§ About this task
Lift out all lines below that contain "letter".

§ Information supplied
▬▬▬▬▬▬
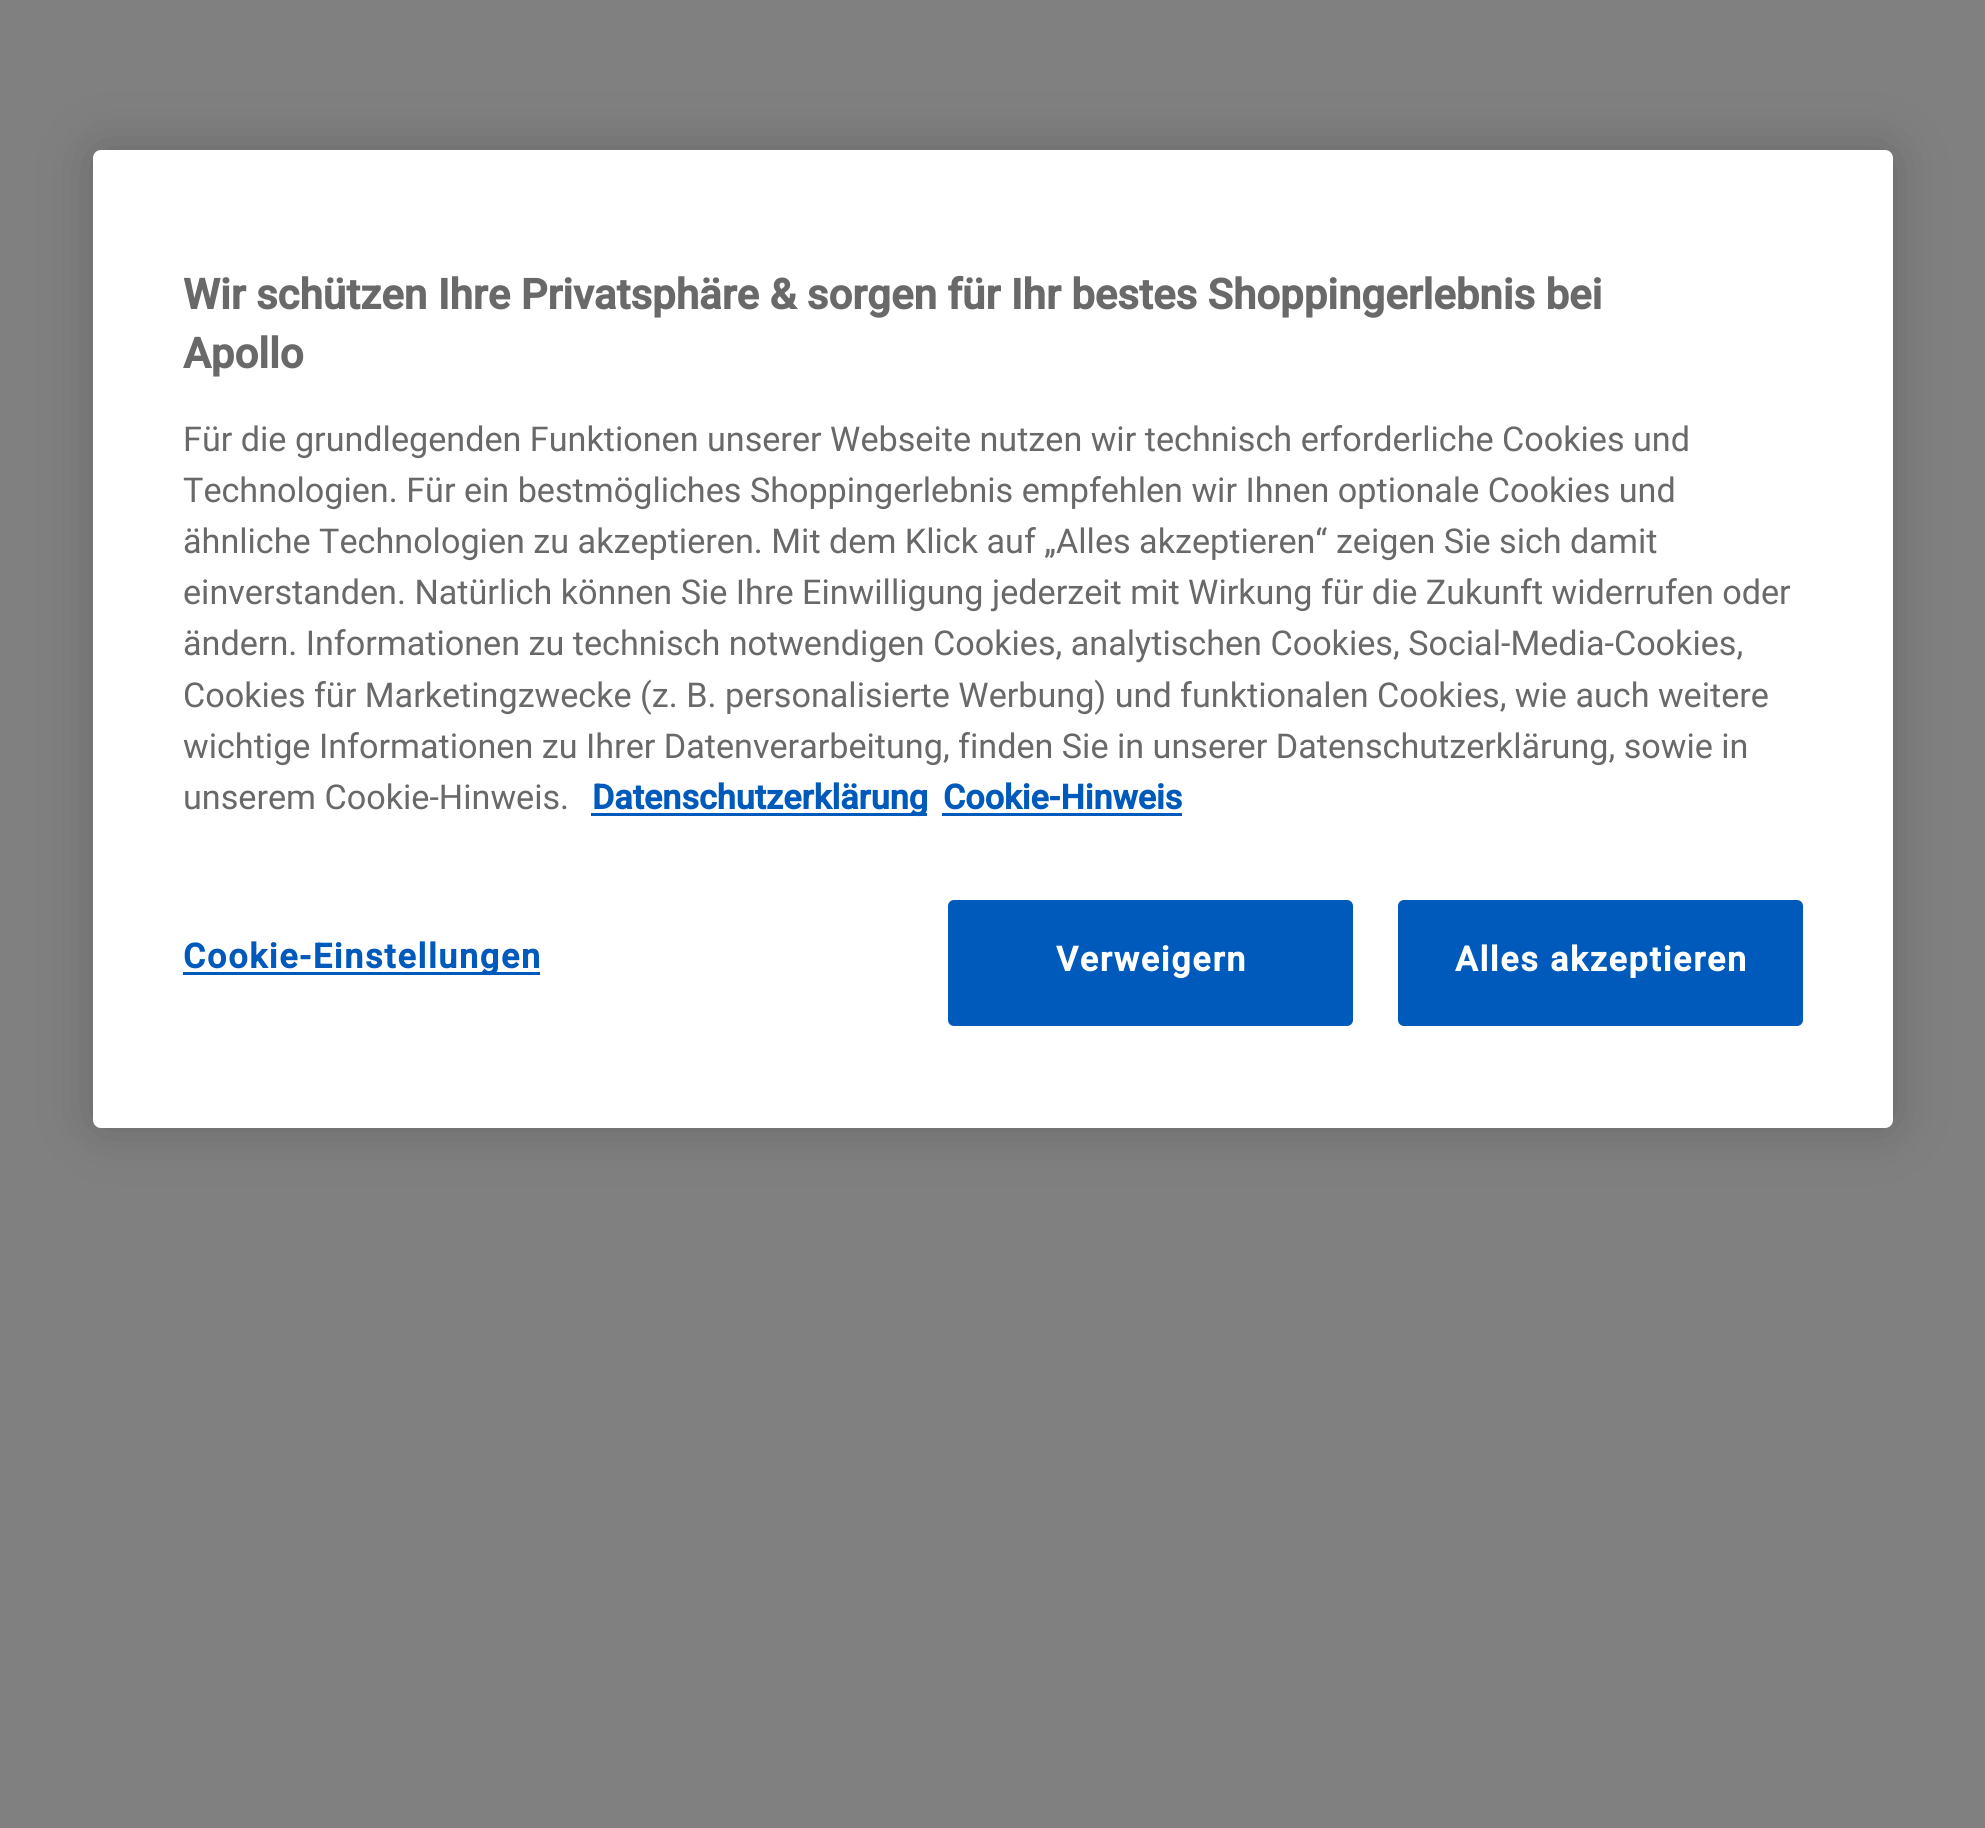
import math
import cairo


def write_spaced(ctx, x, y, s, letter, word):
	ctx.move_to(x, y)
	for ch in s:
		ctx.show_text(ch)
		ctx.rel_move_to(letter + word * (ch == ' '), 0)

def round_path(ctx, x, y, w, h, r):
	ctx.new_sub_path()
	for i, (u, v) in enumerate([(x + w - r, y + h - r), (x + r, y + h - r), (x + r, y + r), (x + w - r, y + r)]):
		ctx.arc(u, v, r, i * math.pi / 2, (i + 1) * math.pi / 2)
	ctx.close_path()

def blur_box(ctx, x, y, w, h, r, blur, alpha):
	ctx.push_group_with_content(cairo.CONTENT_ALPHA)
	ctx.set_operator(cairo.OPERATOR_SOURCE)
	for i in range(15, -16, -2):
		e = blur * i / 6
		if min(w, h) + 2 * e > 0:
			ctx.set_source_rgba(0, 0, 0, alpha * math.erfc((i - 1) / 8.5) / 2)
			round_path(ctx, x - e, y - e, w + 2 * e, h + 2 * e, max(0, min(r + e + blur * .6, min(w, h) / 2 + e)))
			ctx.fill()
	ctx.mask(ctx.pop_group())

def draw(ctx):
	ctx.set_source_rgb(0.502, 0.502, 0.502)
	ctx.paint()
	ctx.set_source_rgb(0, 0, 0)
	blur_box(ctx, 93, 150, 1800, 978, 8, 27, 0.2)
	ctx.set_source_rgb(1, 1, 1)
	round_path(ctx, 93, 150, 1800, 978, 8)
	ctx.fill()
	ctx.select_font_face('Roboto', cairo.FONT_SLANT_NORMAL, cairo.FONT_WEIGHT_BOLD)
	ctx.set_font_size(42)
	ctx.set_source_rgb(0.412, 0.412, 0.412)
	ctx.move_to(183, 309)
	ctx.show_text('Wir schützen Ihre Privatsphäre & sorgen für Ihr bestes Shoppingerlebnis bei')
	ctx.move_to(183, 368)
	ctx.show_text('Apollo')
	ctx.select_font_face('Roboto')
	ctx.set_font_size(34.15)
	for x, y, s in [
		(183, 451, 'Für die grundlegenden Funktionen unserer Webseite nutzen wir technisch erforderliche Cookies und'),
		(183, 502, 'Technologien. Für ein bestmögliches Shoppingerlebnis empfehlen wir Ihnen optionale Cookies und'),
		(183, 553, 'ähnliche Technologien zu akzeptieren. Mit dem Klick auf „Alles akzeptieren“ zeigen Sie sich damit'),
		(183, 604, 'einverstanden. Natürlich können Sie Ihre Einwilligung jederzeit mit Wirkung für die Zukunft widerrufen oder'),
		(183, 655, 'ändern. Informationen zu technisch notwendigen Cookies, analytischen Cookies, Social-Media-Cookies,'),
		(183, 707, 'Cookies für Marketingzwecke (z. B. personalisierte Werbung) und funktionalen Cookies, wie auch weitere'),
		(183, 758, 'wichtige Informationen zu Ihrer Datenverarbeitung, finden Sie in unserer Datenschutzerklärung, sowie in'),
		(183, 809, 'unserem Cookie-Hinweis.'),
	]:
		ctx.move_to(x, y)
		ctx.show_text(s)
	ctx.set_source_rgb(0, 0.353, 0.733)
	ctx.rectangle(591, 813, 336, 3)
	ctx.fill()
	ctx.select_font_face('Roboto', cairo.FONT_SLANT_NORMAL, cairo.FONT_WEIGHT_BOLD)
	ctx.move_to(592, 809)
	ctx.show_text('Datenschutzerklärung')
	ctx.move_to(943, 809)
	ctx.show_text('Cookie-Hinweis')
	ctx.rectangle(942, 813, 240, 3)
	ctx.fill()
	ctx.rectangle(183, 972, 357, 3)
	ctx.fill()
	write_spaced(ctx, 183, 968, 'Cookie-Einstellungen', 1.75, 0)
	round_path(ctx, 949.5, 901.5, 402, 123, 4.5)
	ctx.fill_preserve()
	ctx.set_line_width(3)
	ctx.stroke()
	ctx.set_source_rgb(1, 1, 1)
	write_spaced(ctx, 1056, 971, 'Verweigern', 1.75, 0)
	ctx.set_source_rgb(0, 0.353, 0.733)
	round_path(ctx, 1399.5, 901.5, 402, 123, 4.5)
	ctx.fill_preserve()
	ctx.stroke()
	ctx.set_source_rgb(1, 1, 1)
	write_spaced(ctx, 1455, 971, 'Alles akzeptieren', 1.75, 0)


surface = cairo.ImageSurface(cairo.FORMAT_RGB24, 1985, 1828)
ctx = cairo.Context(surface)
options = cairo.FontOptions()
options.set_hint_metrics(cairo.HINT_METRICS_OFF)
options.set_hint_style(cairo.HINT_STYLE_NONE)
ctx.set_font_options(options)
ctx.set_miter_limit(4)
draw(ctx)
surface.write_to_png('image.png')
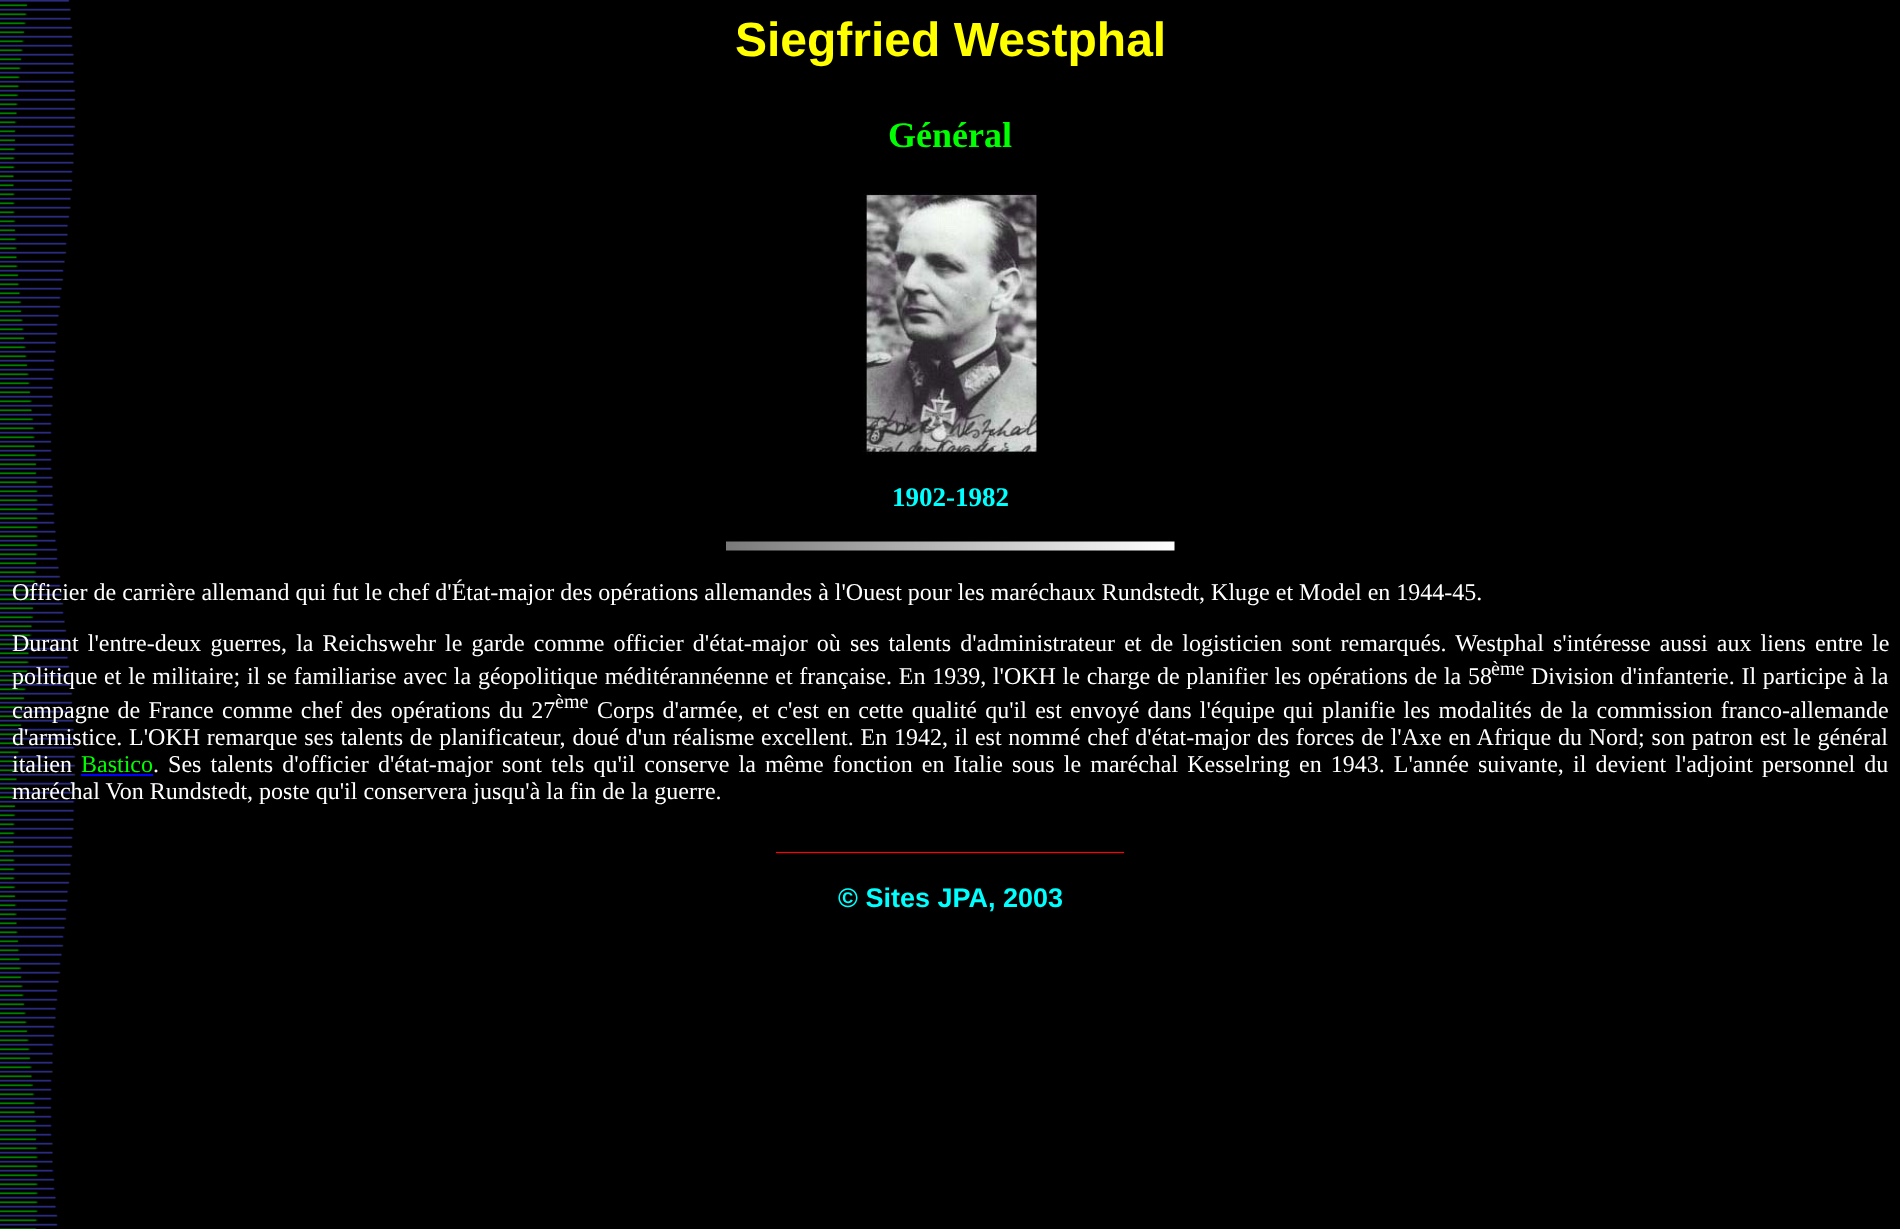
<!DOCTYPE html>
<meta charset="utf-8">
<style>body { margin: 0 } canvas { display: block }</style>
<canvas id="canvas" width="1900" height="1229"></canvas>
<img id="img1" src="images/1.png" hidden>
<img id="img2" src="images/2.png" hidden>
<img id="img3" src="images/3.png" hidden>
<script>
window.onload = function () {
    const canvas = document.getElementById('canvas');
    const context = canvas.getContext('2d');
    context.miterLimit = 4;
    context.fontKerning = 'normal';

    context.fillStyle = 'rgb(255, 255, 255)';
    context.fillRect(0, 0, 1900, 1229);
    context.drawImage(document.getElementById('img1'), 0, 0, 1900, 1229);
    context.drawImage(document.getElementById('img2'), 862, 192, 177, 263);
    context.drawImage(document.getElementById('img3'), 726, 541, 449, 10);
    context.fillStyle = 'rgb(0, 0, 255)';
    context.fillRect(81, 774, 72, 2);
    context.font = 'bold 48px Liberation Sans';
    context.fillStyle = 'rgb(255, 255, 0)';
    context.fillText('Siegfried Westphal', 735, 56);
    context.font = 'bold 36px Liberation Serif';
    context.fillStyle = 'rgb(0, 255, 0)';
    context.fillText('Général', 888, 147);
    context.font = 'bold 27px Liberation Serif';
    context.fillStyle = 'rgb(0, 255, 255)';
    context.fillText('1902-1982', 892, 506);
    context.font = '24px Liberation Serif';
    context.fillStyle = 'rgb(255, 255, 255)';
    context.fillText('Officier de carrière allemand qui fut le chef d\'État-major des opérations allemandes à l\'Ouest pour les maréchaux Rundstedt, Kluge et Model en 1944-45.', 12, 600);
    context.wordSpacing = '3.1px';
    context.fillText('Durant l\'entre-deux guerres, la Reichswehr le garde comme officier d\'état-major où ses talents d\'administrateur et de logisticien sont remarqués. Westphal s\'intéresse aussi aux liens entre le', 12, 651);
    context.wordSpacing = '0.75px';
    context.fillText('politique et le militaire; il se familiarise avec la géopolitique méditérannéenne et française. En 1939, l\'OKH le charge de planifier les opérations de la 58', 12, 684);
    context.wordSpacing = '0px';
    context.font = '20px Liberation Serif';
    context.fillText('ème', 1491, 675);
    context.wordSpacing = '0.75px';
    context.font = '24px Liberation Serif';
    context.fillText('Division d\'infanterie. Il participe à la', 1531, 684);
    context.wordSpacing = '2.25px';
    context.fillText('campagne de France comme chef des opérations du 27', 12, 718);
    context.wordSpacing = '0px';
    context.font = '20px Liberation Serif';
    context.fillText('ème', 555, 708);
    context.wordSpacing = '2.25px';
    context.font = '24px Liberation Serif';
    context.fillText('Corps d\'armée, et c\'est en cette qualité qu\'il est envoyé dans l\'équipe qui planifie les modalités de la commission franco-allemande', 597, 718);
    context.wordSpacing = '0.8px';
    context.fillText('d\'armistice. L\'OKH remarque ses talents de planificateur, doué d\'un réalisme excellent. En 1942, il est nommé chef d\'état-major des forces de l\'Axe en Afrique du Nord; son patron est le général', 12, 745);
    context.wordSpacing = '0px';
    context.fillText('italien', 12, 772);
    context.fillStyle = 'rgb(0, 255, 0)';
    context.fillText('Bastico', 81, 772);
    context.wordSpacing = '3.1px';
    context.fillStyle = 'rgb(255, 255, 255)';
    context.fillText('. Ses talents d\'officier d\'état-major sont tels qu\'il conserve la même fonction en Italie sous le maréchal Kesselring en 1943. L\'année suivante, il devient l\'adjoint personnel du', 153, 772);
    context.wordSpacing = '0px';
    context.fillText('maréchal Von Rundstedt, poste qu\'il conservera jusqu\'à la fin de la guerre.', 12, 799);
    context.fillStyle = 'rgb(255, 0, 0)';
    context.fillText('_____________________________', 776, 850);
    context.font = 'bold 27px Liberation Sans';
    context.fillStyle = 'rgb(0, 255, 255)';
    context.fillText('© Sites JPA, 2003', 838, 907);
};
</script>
▬▬▬▬▬▬
§ Task output
def write_spaced(ctx, x, y, s, letter, word):
		ctx.rel_move_to(letter + word * (ch == ' '), 0)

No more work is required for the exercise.